Ronon nodded, rolling onto his back, looking up at the low ceiling of the shed. It was a long time before he spoke, and Radek had almost decided he would not. “We learned some in school too. A lot of them. I used to know the first fifty lines of the Yennam Cycle straight off. But I’ve forgotten them now.” His eyes were shadowed in the dimness. “You wear them out when you think them too much. They get holes in them and you forget them.”

Radek nodded. “I can see how that would be,” he said gently. He is like the old men, Radek thought, the ones who tell you they do not remember the war, and perhaps they are not lying.

A silence fell. Ronon cleared his throat, his voice almost a whisper, but growing stronger.

Rushlight, quick-bright Glimmers soft and fair, Swamp glade, music laid Trembling in the air. Marsh weed, strife seed, Memories in the water, Crippled lark, moondark Presage the coming slaughter.
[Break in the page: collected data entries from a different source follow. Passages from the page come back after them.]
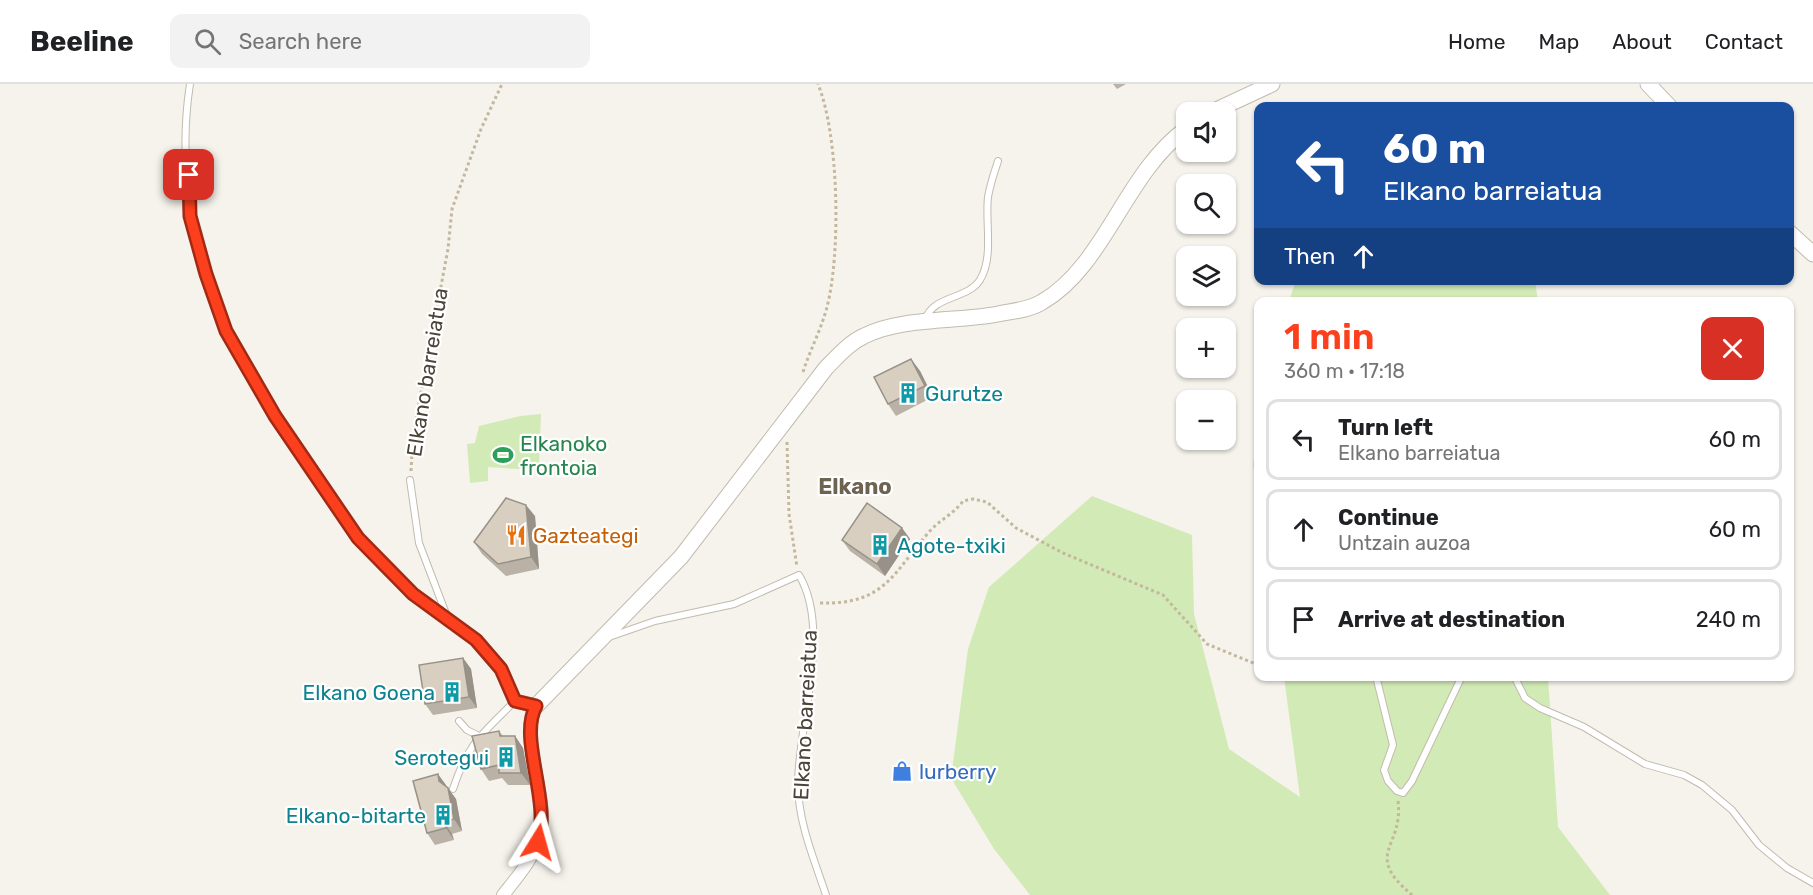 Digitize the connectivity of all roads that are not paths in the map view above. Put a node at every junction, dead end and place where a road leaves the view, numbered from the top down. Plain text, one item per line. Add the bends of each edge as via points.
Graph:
1 (190, 84) edge
2 (1272, 84) edge
3 (1648, 84) edge
4 (1233, 102) edge
5 (1665, 102) edge
6 (1176, 138) edge
7 (998, 161) dead end
8 (1794, 237) edge
9 (1813, 254) edge
10 (924, 323) junction
11 (410, 480) road end
12 (448, 620) junction
13 (598, 642) junction
14 (1377, 681) edge
15 (1460, 681) edge
16 (1516, 681) edge
17 (515, 701) junction
18 (536, 706) junction
19 (459, 721) dead end
20 (479, 736) junction
21 (453, 789) dead end
22 (1813, 883) edge
23 (503, 895) edge
24 (826, 895) edge

1 - 12 lane via 190,216 226,331 275,416 358,538 413,594
2 - 4 street
3 - 5 street
6 - 10 street via 1155,158 1064,287 1025,308
7 - 10 lane via 988,196 987,253 981,278 966,292 936,306
8 - 9 street
10 - 13 street via 882,329 857,340 826,368 681,557
11 - 12 lane, Elkano barreiatua via 419,543
12 - 17 lane via 476,640 501,669
13 - 18 street
13 - 24 lane, Elkano barreiatua via 655,621 734,604 799,575 809,603 811,679 800,755 799,794 803,825
14 - 15 lane via 1394,745 1384,770 1388,781 1403,793
16 - 22 lane via 1525,698 1540,708 1584,728 1645,764 1684,775 1702,785 1732,810 1759,845
17 - 18 lane
17 - 20 lane
18 - 23 street via 531,737 541,832 525,866
19 - 20 lane
20 - 21 lane via 463,759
Greyfish, death wish To light the rising dawn, Nightshade, broken blade Sinking, sinking, gone.
* * *

When he had been silent a long moment Radek spoke again. “That is lovely,” he said. “What is it part of?”
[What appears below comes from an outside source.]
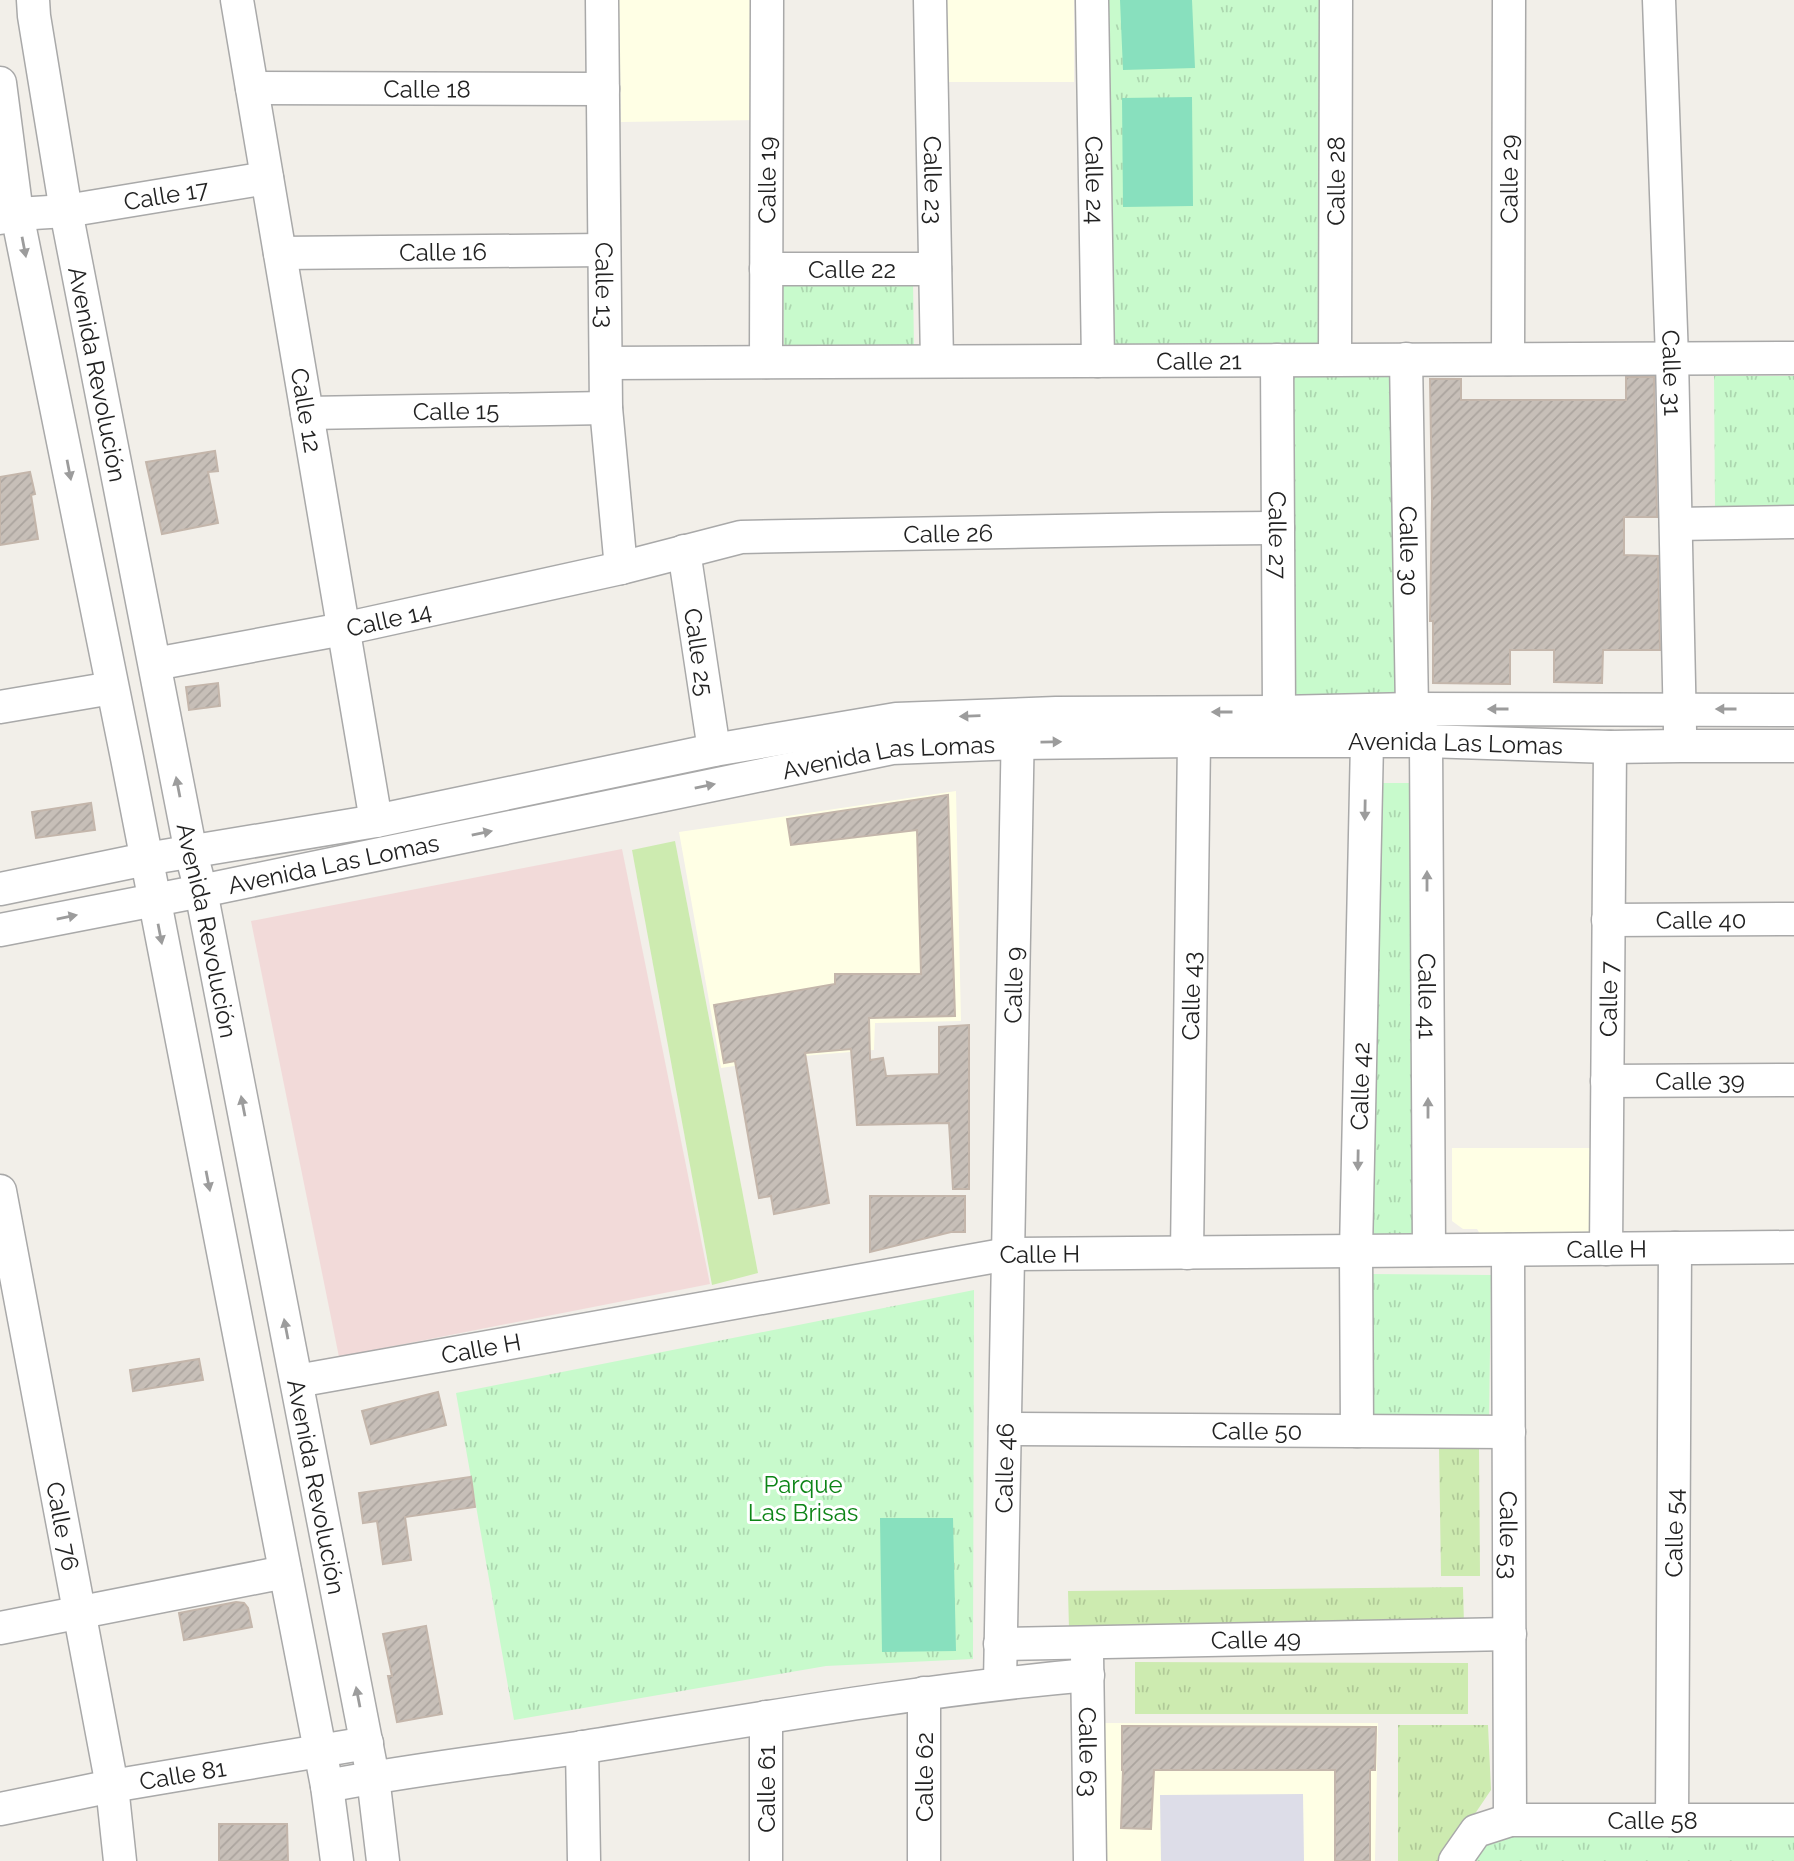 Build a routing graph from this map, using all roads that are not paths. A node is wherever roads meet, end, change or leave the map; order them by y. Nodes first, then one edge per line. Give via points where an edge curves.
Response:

“It’s about a king a long time ago,” Ronon said. “He was murdered by his brother while they were hunting in the marshes.” He shrugged. “It’s not just the Wraith who fight wars. We’re pretty good at killing each other too.”

“I know,” Radek said. He wondered if it would be too much to reach out and clasp Ronon’s shoulder. Probably it would. So he did not. “I shall sleep better now,” he said, but did not close his eyes until after Ronon did.

“We can find them,” Rodney said. “We’re not giving up on them.” He felt only a little better for a few hours sleep, but surely coffee could fix that. Coffee could fix anything.

Elizabeth Weir folded her arms across her chest. The door to her office was shut, so that no one could hear her conversation with him and Lorne. “I’m not saying we should, Rodney. But you’ve been searching for two days and found nothing. I need to hear a plan that’s going to work. Your present plan seems to be to fly around in circles and hope you bump into them. I think you need to rethink this.”

Major Lorne straightened his shoulders. “We are following a search grid, ma’am.”

“And following that search grid, how long will it take you to complete a full survey of the planet?” Weir asked.

“Six days,” Lorne said, and Rodney winced. “Give or take a little.”

“Six days.” That was Elizabeth at her most skeptical. “Six more days flying around the planet twenty four hours a day.”

“With all due respect, ma’am,” Lorne said, “It’s not going to take six days to find them. They’re not going to be on the other side of the planet, and we’re proceeding methodically outward.”

“Do you know they’re not on the other side of the planet?” Elizabeth asked. “You don’t know where they are or how they might have gotten there. You’ve already searched the area near the crashed jumper, near the Stargate, and near where Zelenka and Ronon were supposed to be.”

Rodney leaned forward on the desk. “Just what are you saying?”

“I’m saying that you need to consider indigenous modes of transportation. And you need to consider the planet’s inhabitants. They’re human. Don’t you think it’s likely that our people have made contact? Don’t you think it’s more likely that they might have sought assistance and food from the people who live there than that they would be wandering off in a random direction? Why would Colonel Sheppard or Dr. Zelenka go stand in the middle of the desert or a trackless forest? Give our people credit for a little common sense. Let’s apply some logic as well as method to the search.”